Take, for example, setting a glass of water down on a nightstand. For starters, simply pinpointing a clear glass, seeing where the edges of the glass warp light, is a challenge for an AI robot. Then the robot arm must grasp the object with the right pressure: too hard and it might break, too gentle and it will slip. It has to account for the friction of the glass and any condensation making it slippery. "You cannot write down how exactly to grasp your glass in the way that you can precisely write down a chess game," says Bohg. "We don't have all the information about the environment and we can't describe the interaction between our hands and these objects to the sufficient amount of precision."
To solve this problem, Bohg relies on machine-learning approaches. Since it's impossible to instruct a robot via code how to pick up an object, she instead demonstrates actions, recording data on vision and touch sensors. Then, over many examples, the AI learns how to perform the grasping action. "If we did have robots that could actually manipulate all these things, they would be very useful in so many different ways in our world," says Bohg.
One bottleneck to building new robots is collecting training data. Traditionally, this would require a skilled technician to operate the robot through multiple demonstrations. But that process is very expensive and hard to scale, explains Shuran Song, assistant professor of electrical engineering.

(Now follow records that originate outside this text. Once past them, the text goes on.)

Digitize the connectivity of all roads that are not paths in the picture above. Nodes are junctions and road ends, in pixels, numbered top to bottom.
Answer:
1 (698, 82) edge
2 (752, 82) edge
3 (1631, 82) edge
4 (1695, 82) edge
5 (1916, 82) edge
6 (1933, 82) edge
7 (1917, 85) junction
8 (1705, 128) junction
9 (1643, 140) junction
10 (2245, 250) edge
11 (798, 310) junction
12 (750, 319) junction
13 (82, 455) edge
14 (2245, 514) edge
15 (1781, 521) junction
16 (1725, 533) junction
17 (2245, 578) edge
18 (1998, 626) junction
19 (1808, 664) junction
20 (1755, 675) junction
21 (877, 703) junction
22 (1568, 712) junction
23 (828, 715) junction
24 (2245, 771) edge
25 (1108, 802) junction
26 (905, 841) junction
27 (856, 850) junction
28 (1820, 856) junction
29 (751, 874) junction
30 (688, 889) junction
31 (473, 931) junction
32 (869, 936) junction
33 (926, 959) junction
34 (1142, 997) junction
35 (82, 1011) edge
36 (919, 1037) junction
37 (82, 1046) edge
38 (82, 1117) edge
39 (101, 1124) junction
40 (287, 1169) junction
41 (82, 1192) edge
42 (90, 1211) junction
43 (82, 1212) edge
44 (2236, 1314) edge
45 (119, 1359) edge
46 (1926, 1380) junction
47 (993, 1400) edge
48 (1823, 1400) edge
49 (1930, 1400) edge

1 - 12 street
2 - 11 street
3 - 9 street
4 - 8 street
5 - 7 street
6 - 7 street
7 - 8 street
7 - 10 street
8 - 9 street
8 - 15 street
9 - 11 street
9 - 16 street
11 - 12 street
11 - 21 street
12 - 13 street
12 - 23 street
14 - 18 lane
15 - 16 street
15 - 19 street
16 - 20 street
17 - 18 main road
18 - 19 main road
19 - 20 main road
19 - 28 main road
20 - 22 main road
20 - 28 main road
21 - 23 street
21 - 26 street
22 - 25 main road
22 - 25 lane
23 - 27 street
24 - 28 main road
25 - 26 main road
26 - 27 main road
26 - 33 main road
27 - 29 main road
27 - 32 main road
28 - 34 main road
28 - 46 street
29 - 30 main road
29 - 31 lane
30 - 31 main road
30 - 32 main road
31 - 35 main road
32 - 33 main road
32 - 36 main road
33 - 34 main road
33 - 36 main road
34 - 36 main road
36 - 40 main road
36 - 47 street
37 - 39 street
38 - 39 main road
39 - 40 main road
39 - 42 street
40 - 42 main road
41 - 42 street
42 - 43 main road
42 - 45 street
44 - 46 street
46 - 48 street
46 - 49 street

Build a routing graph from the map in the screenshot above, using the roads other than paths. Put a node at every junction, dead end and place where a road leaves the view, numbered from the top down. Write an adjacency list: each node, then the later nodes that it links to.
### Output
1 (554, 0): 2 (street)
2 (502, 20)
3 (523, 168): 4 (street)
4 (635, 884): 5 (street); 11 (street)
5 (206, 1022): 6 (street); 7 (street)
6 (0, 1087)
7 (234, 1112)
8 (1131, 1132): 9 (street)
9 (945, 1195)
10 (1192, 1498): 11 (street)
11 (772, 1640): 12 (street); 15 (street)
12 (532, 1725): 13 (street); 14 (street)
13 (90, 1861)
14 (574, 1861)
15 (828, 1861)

Song is helping solve that problem through UMI, the Universal Manipulation Interface. UMI is essentially a mechanical claw with a fish-eye lens camera attached to it. The gripper has an easy learning curve - roboticists just need to squeeze a trigger to open and close it. The video data gathered by the camera can readily be translated for robots. About 300 recorded repetitions of washing dishes, for example, is enough to train a pair of robotic arms to independently clean up cookware. "This is a much easier way to scale up data collection," says Song.
The gripper has been used to train a few robotics arms as well as a quadruped, dog-like robot. The portable tool can collect data in a wide variety of settings, unlocking what had been a barrier to building smarter robots - loads of training data. And more data, plus advances in machine learning, will help make it possible for robots to perceive their environment beyond a narrow set of tasks - similar to our own perception. Adds Song, "We're trying to give the robot a similar ability to sense a 3D environment."
Once a robot can act autonomously, making independent decisions, can it also be an effective teammate? To collaborate, whether you're a human or robot, "you need to do things in a very integrated way," says Monroe Kennedy III, an assistant professor of mechanical engineering, "which means you need to be able to model the behavior and intent of the teammate that you're working with."
One way he's exploring this challenge is through designing an intelligent prosthetic arm. The prosthesis has 22 degrees of freedom - it can flex and bend in more ways than current prosthetics. But a user with an amputation at the shoulder would find such a device difficult to control on their own.
To overcome this challenge, Monroe is testing whether, through sensors that record the wearer's movements, the prosthesis can learn more about its user, to the point where the robotic arm can infer their intent and help execute actions. "It can understand, from where you're looking and how you're providing innate signals, which task you would want to do," says Kennedy.
Like many roboticists, Monroe has been asked whether robots will take away jobs from people. While he stresses that society must consider such risks and address them as much as possible, he's overall optimistic about robots' role in society. "My goal in robotics is to address the dull, dirty and dangerous tasks for humanity," he says. "I think the benefits of that are immense."